Posted at 5:19 PM, May 15, 2017
and last updated 2017-05-15 19:19:43-04

Record-setting river flows are expected in the coming days as the U.S. Army Corps of Engineers increased the flow rates on the Boise River Monday. 

When the river reaches 9,500 CFS, expected Tuesday, it will be the second highest flow rate ever recorded from the Glenwood Bridge on the Boise River. 

Emergency management teams are monitoring the river in Eagle where more homes could be at risk this week. 

"Every four hours, the crews that are on duty have different geographical areas that they're responsible for, so they're out patrolling the river," Eagle Fire Department Battalion Chief Rob Shoplock said.
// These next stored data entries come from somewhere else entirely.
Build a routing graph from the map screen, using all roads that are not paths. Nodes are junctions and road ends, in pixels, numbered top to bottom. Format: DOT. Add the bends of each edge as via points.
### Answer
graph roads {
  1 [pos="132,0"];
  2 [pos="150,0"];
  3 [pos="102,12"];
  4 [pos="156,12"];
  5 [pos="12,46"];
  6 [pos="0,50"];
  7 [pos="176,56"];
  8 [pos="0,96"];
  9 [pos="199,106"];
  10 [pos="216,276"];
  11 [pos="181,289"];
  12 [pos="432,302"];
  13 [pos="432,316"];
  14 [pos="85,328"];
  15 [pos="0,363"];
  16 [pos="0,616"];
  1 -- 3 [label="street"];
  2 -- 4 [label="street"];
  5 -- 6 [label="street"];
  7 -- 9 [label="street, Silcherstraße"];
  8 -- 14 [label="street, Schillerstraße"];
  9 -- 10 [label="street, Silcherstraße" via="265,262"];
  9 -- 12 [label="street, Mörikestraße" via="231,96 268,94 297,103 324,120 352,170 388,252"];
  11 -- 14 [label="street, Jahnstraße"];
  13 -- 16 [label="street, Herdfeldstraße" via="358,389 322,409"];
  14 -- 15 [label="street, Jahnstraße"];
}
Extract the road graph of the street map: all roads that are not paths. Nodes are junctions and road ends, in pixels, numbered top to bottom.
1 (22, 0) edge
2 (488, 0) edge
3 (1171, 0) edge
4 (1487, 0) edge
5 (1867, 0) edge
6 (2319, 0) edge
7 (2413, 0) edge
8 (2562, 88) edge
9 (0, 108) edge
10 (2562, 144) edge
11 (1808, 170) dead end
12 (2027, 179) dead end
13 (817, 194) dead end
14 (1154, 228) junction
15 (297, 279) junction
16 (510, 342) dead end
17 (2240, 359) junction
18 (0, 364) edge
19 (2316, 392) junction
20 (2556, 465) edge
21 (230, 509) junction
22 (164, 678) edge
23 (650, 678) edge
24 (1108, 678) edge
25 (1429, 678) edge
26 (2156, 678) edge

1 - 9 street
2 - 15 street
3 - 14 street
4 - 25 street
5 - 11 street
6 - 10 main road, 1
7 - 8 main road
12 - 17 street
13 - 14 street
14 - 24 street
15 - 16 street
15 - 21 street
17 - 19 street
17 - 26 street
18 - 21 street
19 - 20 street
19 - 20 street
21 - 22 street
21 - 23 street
Though the Eagle Fire Department is used to a little flooding every spring, the unprecedented flooding this year has firefighters on high alert.

"We're cresting 9,000 CFS," Shoplock said. "It's one of the highest on record in history, so everyone's on edge."

Along with their patrols, crews are looking out for the residents of Eagle by providing help and instruction on filling and stacking sandbags as well as going on an increasing number of house calls in flooding areas.

Shoplock said they are making it a point to tell homeowners and those picking up sandbags at the station to only use sandbags around doors, garages and crawl spaces. Shoplock said it isn't necessary to place sandbags around an entire property, yet, they've seen residents do just that. 

Even with all the water, Shoplock said fire season is just heating up. 

"This type of year, as we're starting to see warmer wather, we're starting to get more grass fires as well," he said. "So you might have resources tied up on one incident as you have another incident going."

In that case, crews want to make sure they can get to all possible emergencies.

"It's not necessarily the water on the roadways, it's what if there's a fire plus we have the water on the roadways and we're trying to get people in and also evacuate at the same time," Shoplock said.

Managing the flooding doesn't fall on the fire department alone.

"The sheriff's department, the fire department, emergency management, everybody is working as one big team, and the information that comes from Boise is getting disseminated all the way down to Caldwell," Shoplock said.